As a reminder, the company received approval from the court to sell its housewares and appliance businesses to affiliates of Centre Lane Partners for $350.8 million in October. However, the parties were unable to obtain the requisite regulatory approvals for the sale within the outside date under the asset purchase agreement.

As a result, the debtors terminated the sale agreement, and an informal group of crossover lenders and the official committee of unsecured creditors worked together with the debtors to build the plan and facilitate a reorganization of the housewares business via the equitization of class 3 prepetition term loan claims.

More specifically, the plan contemplates the equitization of over $390 million of the term loan claims into 100% of the new equity interests in the reorganized debtors, and the distribution of litigation trust interests – 85% to holders of term loan claims and 15% to holders of general unsecured claims – in a litigation trust created to investigate and pursue possible causes of action.

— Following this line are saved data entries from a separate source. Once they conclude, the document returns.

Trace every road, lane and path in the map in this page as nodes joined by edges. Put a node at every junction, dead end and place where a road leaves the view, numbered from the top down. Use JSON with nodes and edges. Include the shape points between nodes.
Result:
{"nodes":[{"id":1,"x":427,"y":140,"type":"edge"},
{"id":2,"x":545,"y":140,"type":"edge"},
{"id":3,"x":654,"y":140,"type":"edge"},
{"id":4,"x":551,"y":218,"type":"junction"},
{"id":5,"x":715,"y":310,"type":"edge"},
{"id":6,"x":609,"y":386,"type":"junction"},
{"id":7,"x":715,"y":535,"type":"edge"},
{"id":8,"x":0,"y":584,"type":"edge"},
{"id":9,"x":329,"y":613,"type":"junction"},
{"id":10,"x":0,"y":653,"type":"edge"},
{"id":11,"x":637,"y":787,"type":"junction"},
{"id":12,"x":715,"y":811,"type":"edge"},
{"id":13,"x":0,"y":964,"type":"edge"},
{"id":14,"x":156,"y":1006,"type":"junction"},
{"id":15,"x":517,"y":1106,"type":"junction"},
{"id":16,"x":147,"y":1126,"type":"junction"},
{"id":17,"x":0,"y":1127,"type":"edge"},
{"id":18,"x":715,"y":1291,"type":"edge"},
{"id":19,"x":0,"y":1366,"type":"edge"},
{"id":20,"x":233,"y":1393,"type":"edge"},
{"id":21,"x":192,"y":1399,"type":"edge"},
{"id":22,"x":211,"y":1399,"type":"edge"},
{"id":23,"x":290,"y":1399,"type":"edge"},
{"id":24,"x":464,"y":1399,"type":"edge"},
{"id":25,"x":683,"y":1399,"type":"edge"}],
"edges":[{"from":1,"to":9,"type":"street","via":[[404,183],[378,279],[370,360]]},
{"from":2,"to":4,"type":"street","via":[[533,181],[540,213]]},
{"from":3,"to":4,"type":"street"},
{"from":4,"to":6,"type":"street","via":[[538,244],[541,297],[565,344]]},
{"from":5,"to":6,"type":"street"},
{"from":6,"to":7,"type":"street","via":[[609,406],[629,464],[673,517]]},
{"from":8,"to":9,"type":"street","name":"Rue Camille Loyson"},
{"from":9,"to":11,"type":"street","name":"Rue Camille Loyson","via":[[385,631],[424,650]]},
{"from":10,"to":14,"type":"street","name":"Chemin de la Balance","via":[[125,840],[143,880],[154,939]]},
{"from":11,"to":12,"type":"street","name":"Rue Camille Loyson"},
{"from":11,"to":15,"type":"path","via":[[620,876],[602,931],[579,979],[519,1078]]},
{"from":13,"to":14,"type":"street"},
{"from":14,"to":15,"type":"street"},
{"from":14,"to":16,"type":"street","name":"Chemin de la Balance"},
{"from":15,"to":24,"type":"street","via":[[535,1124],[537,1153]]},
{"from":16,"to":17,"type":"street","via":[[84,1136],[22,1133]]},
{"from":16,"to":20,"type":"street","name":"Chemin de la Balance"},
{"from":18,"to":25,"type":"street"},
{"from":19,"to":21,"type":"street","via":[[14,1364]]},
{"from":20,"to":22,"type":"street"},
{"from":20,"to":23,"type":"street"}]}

The litigation trust will be financed by a $6 million facility. All prepetition term loan lenders are allowed to participate in the financing on a pro rata basis. To the extent a prepetition term loan lender does not want to participate, members of the informal group of crossover lenders have agreed to finance the litigation trust financing.

Holders of product liability claims are permitted to pursue their claims against insurers and third-party indemnitors under all available and applicable insurance contracts and third-party indemnifications, and, to the extent not satisfied, will be permitted to assert their excess product liability claims as general unsecured claims.

All other classes of claims held by third-party creditors are left unimpaired under the plan, while the holders of existing interests would receive no consideration.

Instant Brands is a Downers Grove, Ill.-based manufacturer of kitchen and houseware brands, such as Instant Pot, Pyrex, Corelle, CorningWare, SnapWare, Chicago Cutlery and Visions. The company filed bankruptcy on June 12, 2023 under Chapter 11 case number 23-90716.